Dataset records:
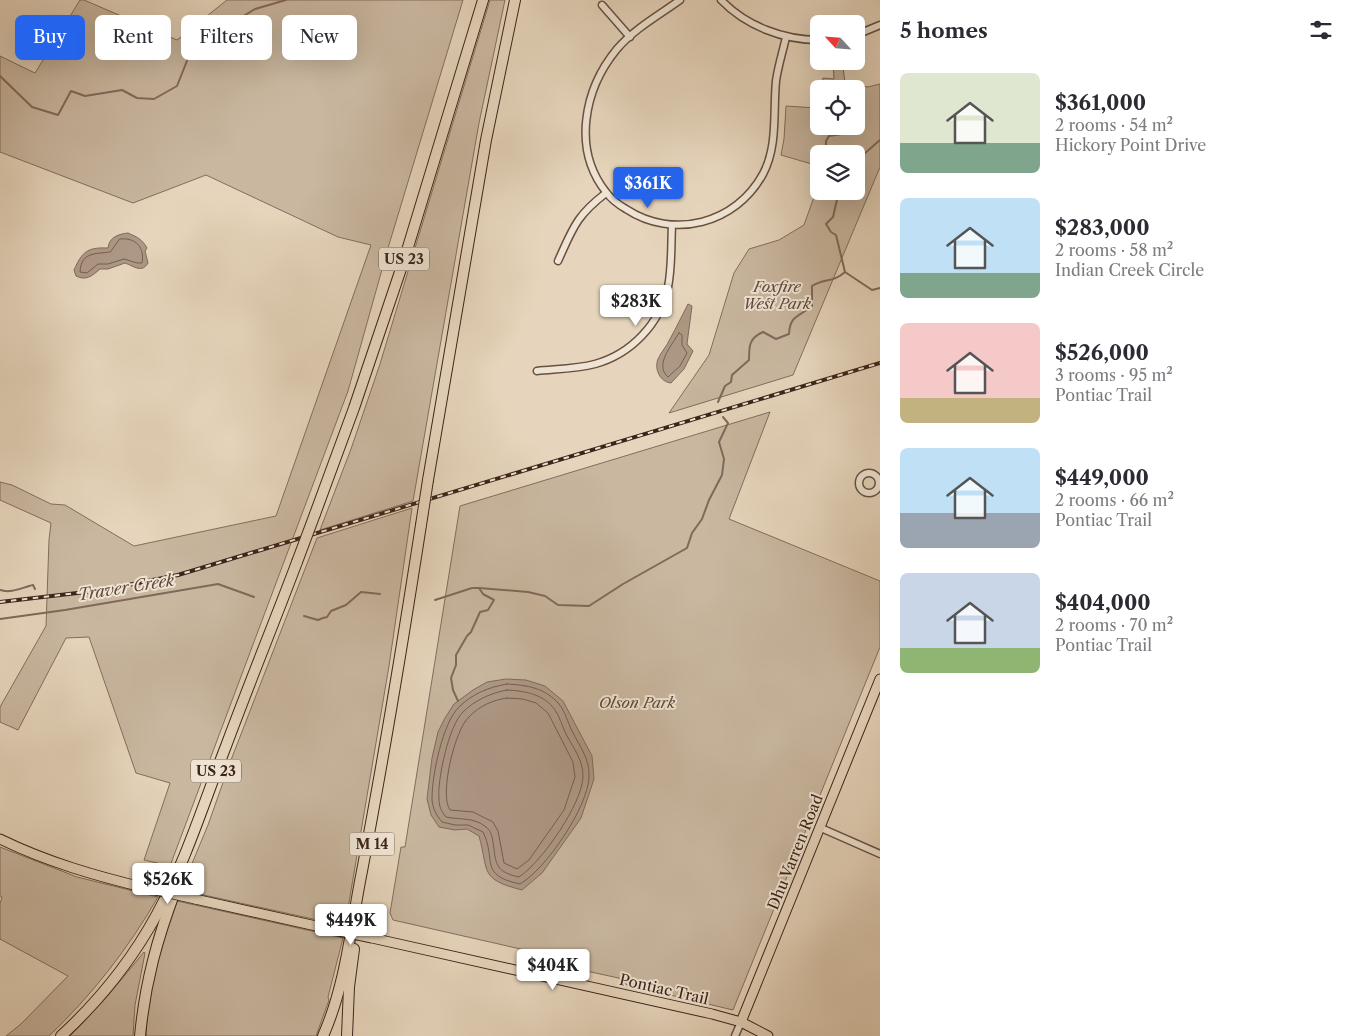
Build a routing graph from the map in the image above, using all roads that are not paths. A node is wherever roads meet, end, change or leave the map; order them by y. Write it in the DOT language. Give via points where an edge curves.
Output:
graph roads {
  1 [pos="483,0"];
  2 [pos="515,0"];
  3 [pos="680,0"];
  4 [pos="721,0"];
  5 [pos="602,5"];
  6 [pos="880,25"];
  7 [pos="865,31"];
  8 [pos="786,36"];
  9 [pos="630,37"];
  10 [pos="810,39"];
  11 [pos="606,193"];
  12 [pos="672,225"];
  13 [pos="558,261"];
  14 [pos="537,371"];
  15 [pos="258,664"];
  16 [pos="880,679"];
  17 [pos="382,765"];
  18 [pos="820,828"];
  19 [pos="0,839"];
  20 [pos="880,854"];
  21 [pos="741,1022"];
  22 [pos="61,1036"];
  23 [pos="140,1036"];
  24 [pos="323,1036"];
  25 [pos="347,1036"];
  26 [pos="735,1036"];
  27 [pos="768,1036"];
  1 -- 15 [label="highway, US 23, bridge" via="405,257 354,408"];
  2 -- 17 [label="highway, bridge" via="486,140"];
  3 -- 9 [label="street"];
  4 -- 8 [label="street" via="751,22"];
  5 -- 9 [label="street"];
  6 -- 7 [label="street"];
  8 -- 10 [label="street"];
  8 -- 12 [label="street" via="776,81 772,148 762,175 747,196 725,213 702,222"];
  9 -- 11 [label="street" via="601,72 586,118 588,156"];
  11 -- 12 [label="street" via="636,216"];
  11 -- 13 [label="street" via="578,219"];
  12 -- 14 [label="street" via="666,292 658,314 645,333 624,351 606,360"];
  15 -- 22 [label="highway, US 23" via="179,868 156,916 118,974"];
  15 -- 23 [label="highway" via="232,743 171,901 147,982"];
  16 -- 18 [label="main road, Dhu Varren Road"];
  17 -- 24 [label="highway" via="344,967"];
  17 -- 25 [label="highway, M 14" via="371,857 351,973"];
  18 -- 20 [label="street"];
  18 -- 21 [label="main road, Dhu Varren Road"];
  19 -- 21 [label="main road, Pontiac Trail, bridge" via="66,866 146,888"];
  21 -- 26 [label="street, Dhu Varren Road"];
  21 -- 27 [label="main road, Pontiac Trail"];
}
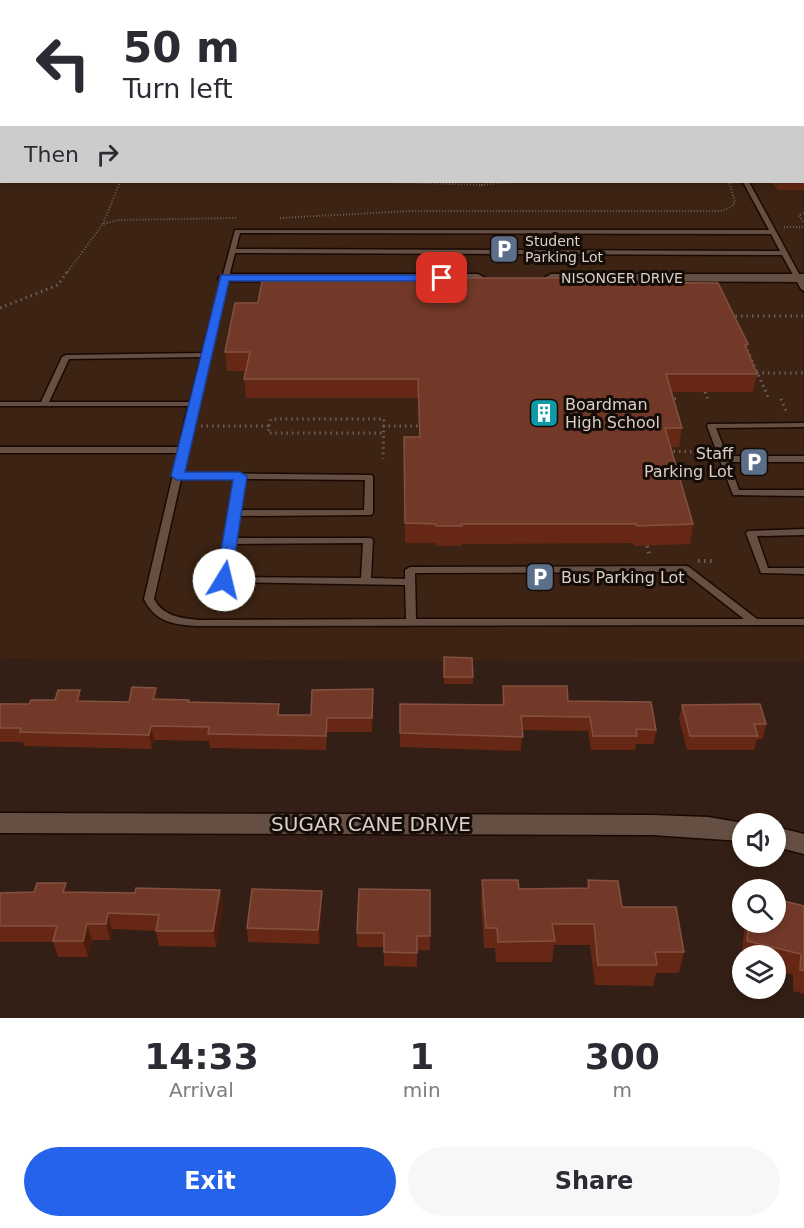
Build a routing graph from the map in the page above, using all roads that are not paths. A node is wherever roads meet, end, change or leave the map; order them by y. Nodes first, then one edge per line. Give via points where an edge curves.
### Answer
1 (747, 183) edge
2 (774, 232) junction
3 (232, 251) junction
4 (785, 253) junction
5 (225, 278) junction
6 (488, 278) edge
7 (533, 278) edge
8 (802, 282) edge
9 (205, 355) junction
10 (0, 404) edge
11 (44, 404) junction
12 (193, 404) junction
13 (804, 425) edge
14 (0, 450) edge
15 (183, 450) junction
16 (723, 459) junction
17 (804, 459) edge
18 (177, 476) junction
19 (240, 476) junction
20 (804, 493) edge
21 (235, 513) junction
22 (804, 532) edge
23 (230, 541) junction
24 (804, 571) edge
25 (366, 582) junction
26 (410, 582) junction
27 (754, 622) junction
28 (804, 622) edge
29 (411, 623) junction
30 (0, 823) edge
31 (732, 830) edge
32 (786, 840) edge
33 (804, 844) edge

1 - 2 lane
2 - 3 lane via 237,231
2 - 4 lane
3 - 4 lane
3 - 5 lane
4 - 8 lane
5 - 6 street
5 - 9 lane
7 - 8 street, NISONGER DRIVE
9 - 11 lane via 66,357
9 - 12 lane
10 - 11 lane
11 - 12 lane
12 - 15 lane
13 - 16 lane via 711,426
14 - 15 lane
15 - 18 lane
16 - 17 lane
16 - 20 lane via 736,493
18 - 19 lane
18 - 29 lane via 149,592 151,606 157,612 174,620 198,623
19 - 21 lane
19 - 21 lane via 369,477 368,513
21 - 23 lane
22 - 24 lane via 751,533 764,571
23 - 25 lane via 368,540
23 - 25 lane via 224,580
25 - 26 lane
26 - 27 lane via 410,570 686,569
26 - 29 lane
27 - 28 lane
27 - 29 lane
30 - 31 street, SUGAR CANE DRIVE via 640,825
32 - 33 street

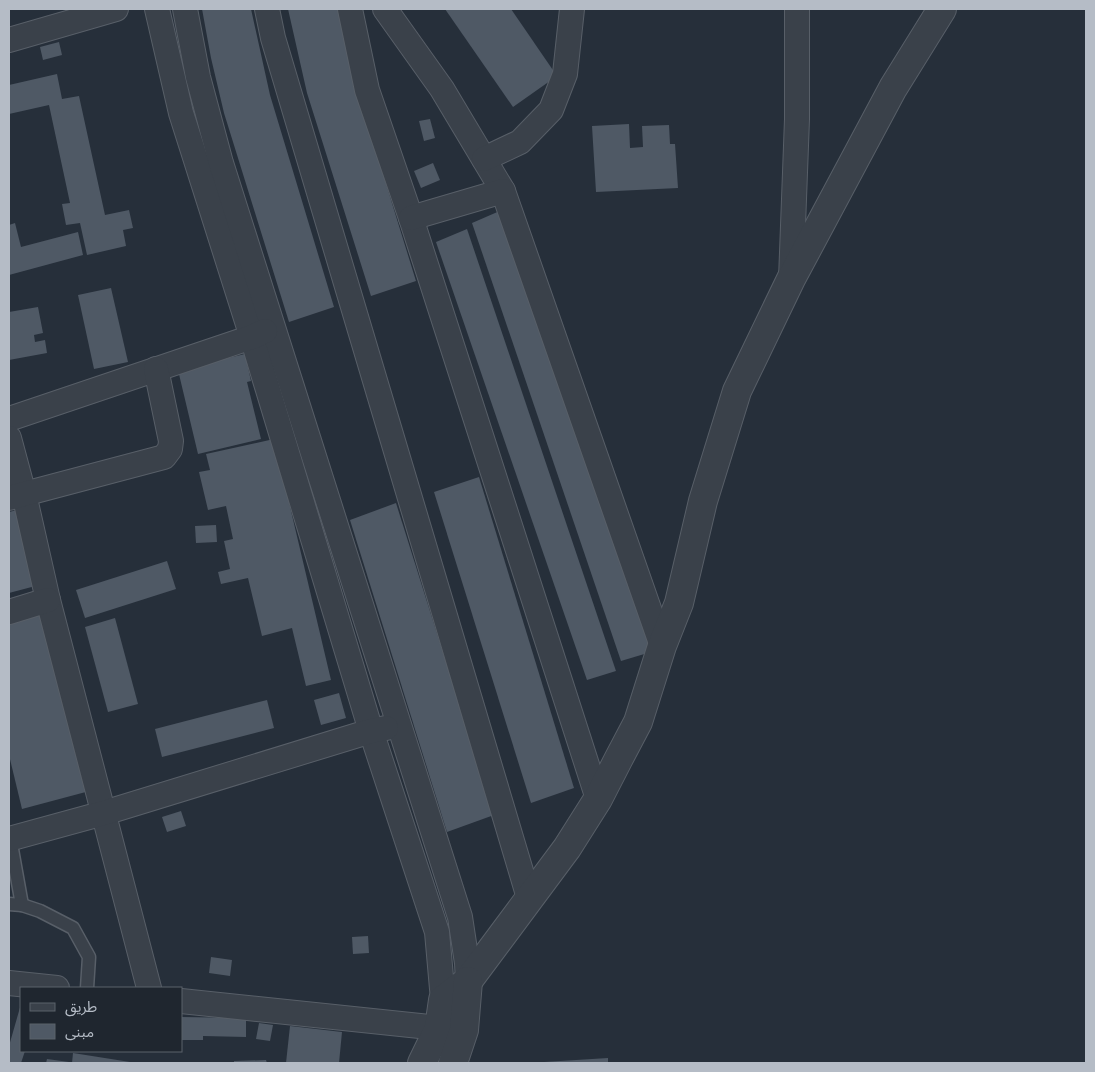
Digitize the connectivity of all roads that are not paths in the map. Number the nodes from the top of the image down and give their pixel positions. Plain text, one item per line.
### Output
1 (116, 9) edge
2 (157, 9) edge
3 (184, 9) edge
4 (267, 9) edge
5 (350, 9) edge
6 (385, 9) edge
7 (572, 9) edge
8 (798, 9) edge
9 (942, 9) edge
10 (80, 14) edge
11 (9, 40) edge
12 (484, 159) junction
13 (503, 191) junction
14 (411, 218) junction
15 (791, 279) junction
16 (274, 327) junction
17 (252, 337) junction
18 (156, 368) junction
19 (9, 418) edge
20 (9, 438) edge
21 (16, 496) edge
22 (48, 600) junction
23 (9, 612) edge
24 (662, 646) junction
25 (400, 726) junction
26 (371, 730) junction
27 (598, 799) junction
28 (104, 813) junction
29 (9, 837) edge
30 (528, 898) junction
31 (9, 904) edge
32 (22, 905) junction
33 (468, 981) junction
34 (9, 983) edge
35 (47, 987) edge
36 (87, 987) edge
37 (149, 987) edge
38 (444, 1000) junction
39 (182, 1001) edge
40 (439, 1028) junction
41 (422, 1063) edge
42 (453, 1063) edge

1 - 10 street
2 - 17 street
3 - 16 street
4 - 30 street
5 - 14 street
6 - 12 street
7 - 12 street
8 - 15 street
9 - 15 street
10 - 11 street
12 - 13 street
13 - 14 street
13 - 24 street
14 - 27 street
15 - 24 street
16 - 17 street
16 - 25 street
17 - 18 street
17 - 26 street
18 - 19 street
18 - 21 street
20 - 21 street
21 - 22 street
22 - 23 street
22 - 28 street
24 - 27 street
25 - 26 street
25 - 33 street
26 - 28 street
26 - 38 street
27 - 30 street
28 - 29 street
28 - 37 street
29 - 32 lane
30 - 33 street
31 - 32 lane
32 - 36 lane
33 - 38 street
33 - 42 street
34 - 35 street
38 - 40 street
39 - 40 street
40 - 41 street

• _Brief_
Without the pictures, give every line of the data again, exactly as written.

• _The completed task_
Build a routing graph from the map in the image above, using all roads that are not paths. A node is wherever roads meet, end, change or leave the map; order them by y. Write it in the DOT language. Give via points where an edge curves.
Output:
graph roads {
  1 [pos="483,0"];
  2 [pos="515,0"];
  3 [pos="680,0"];
  4 [pos="721,0"];
  5 [pos="602,5"];
  6 [pos="880,25"];
  7 [pos="865,31"];
  8 [pos="786,36"];
  9 [pos="630,37"];
  10 [pos="810,39"];
  11 [pos="606,193"];
  12 [pos="672,225"];
  13 [pos="558,261"];
  14 [pos="537,371"];
  15 [pos="258,664"];
  16 [pos="880,679"];
  17 [pos="382,765"];
  18 [pos="820,828"];
  19 [pos="0,839"];
  20 [pos="880,854"];
  21 [pos="741,1022"];
  22 [pos="61,1036"];
  23 [pos="140,1036"];
  24 [pos="323,1036"];
  25 [pos="347,1036"];
  26 [pos="735,1036"];
  27 [pos="768,1036"];
  1 -- 15 [label="highway, US 23, bridge" via="405,257 354,408"];
  2 -- 17 [label="highway, bridge" via="486,140"];
  3 -- 9 [label="street"];
  4 -- 8 [label="street" via="751,22"];
  5 -- 9 [label="street"];
  6 -- 7 [label="street"];
  8 -- 10 [label="street"];
  8 -- 12 [label="street" via="776,81 772,148 762,175 747,196 725,213 702,222"];
  9 -- 11 [label="street" via="601,72 586,118 588,156"];
  11 -- 12 [label="street" via="636,216"];
  11 -- 13 [label="street" via="578,219"];
  12 -- 14 [label="street" via="666,292 658,314 645,333 624,351 606,360"];
  15 -- 22 [label="highway, US 23" via="179,868 156,916 118,974"];
  15 -- 23 [label="highway" via="232,743 171,901 147,982"];
  16 -- 18 [label="main road, Dhu Varren Road"];
  17 -- 24 [label="highway" via="344,967"];
  17 -- 25 [label="highway, M 14" via="371,857 351,973"];
  18 -- 20 [label="street"];
  18 -- 21 [label="main road, Dhu Varren Road"];
  19 -- 21 [label="main road, Pontiac Trail, bridge" via="66,866 146,888"];
  21 -- 26 [label="street, Dhu Varren Road"];
  21 -- 27 [label="main road, Pontiac Trail"];
}
Build a routing graph from the map in the page above, using all roads that are not paths. A node is wherever roads meet, end, change or leave the map; order them by y. Nodes first, then one edge per line. Give via points where an edge curves.
### Answer
1 (747, 183) edge
2 (774, 232) junction
3 (232, 251) junction
4 (785, 253) junction
5 (225, 278) junction
6 (488, 278) edge
7 (533, 278) edge
8 (802, 282) edge
9 (205, 355) junction
10 (0, 404) edge
11 (44, 404) junction
12 (193, 404) junction
13 (804, 425) edge
14 (0, 450) edge
15 (183, 450) junction
16 (723, 459) junction
17 (804, 459) edge
18 (177, 476) junction
19 (240, 476) junction
20 (804, 493) edge
21 (235, 513) junction
22 (804, 532) edge
23 (230, 541) junction
24 (804, 571) edge
25 (366, 582) junction
26 (410, 582) junction
27 (754, 622) junction
28 (804, 622) edge
29 (411, 623) junction
30 (0, 823) edge
31 (732, 830) edge
32 (786, 840) edge
33 (804, 844) edge

1 - 2 lane
2 - 3 lane via 237,231
2 - 4 lane
3 - 4 lane
3 - 5 lane
4 - 8 lane
5 - 6 street
5 - 9 lane
7 - 8 street, NISONGER DRIVE
9 - 11 lane via 66,357
9 - 12 lane
10 - 11 lane
11 - 12 lane
12 - 15 lane
13 - 16 lane via 711,426
14 - 15 lane
15 - 18 lane
16 - 17 lane
16 - 20 lane via 736,493
18 - 19 lane
18 - 29 lane via 149,592 151,606 157,612 174,620 198,623
19 - 21 lane
19 - 21 lane via 369,477 368,513
21 - 23 lane
22 - 24 lane via 751,533 764,571
23 - 25 lane via 368,540
23 - 25 lane via 224,580
25 - 26 lane
26 - 27 lane via 410,570 686,569
26 - 29 lane
27 - 28 lane
27 - 29 lane
30 - 31 street, SUGAR CANE DRIVE via 640,825
32 - 33 street

Digitize the connectivity of all roads that are not paths in the map. Number the nodes from the top of the image down and give their pixel positions. Plain text, one item per line.
### Output
1 (116, 9) edge
2 (157, 9) edge
3 (184, 9) edge
4 (267, 9) edge
5 (350, 9) edge
6 (385, 9) edge
7 (572, 9) edge
8 (798, 9) edge
9 (942, 9) edge
10 (80, 14) edge
11 (9, 40) edge
12 (484, 159) junction
13 (503, 191) junction
14 (411, 218) junction
15 (791, 279) junction
16 (274, 327) junction
17 (252, 337) junction
18 (156, 368) junction
19 (9, 418) edge
20 (9, 438) edge
21 (16, 496) edge
22 (48, 600) junction
23 (9, 612) edge
24 (662, 646) junction
25 (400, 726) junction
26 (371, 730) junction
27 (598, 799) junction
28 (104, 813) junction
29 (9, 837) edge
30 (528, 898) junction
31 (9, 904) edge
32 (22, 905) junction
33 (468, 981) junction
34 (9, 983) edge
35 (47, 987) edge
36 (87, 987) edge
37 (149, 987) edge
38 (444, 1000) junction
39 (182, 1001) edge
40 (439, 1028) junction
41 (422, 1063) edge
42 (453, 1063) edge

1 - 10 street
2 - 17 street
3 - 16 street
4 - 30 street
5 - 14 street
6 - 12 street
7 - 12 street
8 - 15 street
9 - 15 street
10 - 11 street
12 - 13 street
13 - 14 street
13 - 24 street
14 - 27 street
15 - 24 street
16 - 17 street
16 - 25 street
17 - 18 street
17 - 26 street
18 - 19 street
18 - 21 street
20 - 21 street
21 - 22 street
22 - 23 street
22 - 28 street
24 - 27 street
25 - 26 street
25 - 33 street
26 - 28 street
26 - 38 street
27 - 30 street
28 - 29 street
28 - 37 street
29 - 32 lane
30 - 33 street
31 - 32 lane
32 - 36 lane
33 - 38 street
33 - 42 street
34 - 35 street
38 - 40 street
39 - 40 street
40 - 41 street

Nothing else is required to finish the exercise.